- **Problem description**:
Copy every entry as is. Leave images out.

- **Material for this exercise**:
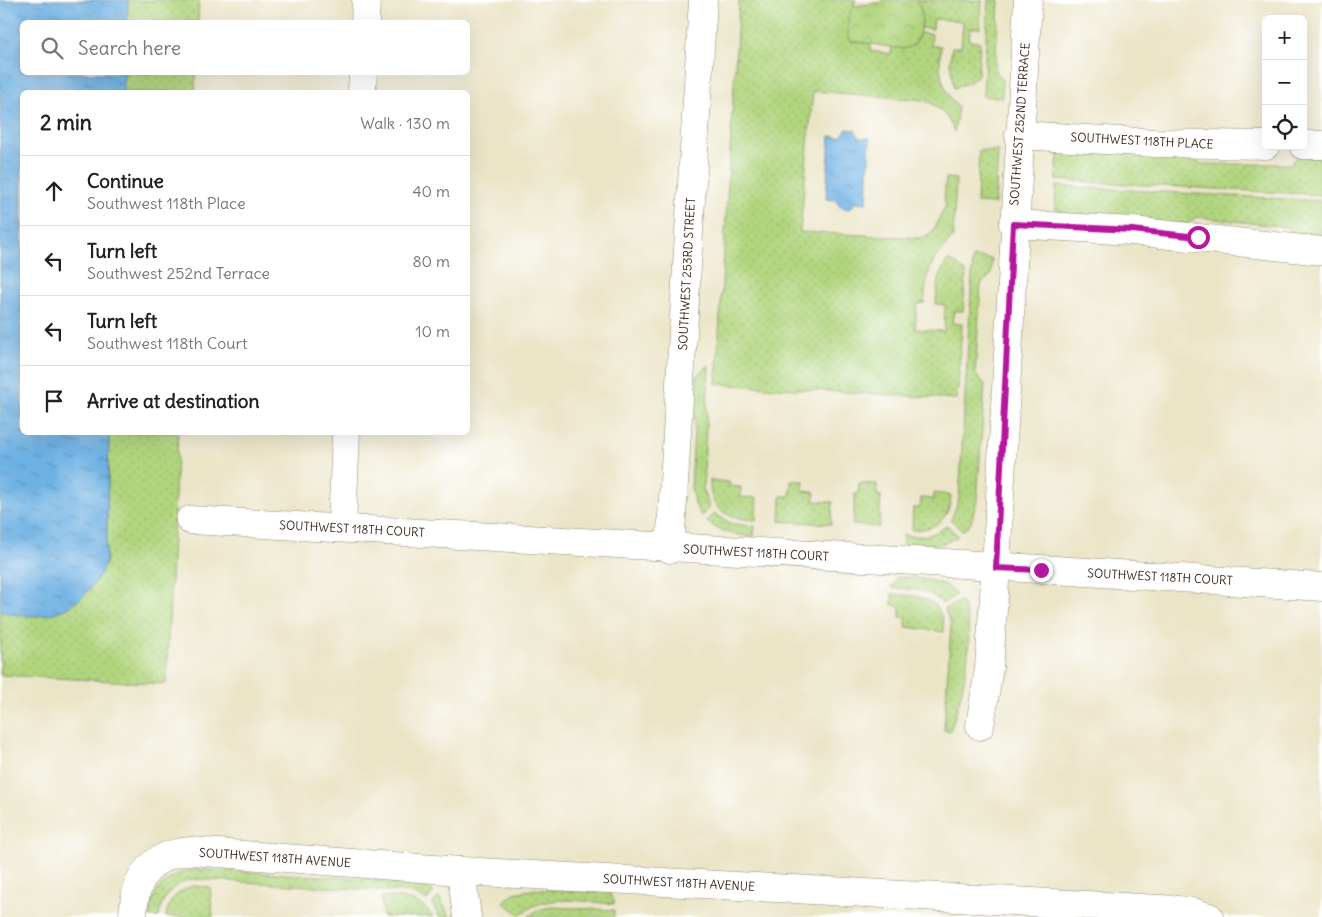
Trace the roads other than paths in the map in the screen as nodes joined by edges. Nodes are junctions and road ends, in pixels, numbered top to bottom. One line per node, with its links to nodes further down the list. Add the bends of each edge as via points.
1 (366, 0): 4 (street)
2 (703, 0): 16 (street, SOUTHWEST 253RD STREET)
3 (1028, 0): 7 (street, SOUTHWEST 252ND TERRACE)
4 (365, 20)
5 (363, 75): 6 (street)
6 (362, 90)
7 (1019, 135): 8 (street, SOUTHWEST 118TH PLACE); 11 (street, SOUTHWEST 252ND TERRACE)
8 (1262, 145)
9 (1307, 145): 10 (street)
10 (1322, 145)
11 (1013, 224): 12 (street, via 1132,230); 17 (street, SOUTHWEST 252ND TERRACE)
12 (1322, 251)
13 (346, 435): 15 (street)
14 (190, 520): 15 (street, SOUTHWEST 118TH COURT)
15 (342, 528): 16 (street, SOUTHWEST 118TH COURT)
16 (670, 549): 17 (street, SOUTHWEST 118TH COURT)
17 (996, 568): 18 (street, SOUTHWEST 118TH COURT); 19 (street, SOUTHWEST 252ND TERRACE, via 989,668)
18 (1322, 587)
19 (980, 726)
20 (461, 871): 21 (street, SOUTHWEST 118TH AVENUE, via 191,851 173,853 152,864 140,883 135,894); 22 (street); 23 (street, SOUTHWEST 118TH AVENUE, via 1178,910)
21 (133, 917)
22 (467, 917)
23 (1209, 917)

- **Expected output**:
Trace the roads other than paths in the map in the screen as nodes joined by edges. Nodes are junctions and road ends, in pixels, numbered top to bottom. One line per node, with its links to nodes further down the list. Add the bends of each edge as via points.
1 (366, 0): 4 (street)
2 (703, 0): 16 (street, SOUTHWEST 253RD STREET)
3 (1028, 0): 7 (street, SOUTHWEST 252ND TERRACE)
4 (365, 20)
5 (363, 75): 6 (street)
6 (362, 90)
7 (1019, 135): 8 (street, SOUTHWEST 118TH PLACE); 11 (street, SOUTHWEST 252ND TERRACE)
8 (1262, 145)
9 (1307, 145): 10 (street)
10 (1322, 145)
11 (1013, 224): 12 (street, via 1132,230); 17 (street, SOUTHWEST 252ND TERRACE)
12 (1322, 251)
13 (346, 435): 15 (street)
14 (190, 520): 15 (street, SOUTHWEST 118TH COURT)
15 (342, 528): 16 (street, SOUTHWEST 118TH COURT)
16 (670, 549): 17 (street, SOUTHWEST 118TH COURT)
17 (996, 568): 18 (street, SOUTHWEST 118TH COURT); 19 (street, SOUTHWEST 252ND TERRACE, via 989,668)
18 (1322, 587)
19 (980, 726)
20 (461, 871): 21 (street, SOUTHWEST 118TH AVENUE, via 191,851 173,853 152,864 140,883 135,894); 22 (street); 23 (street, SOUTHWEST 118TH AVENUE, via 1178,910)
21 (133, 917)
22 (467, 917)
23 (1209, 917)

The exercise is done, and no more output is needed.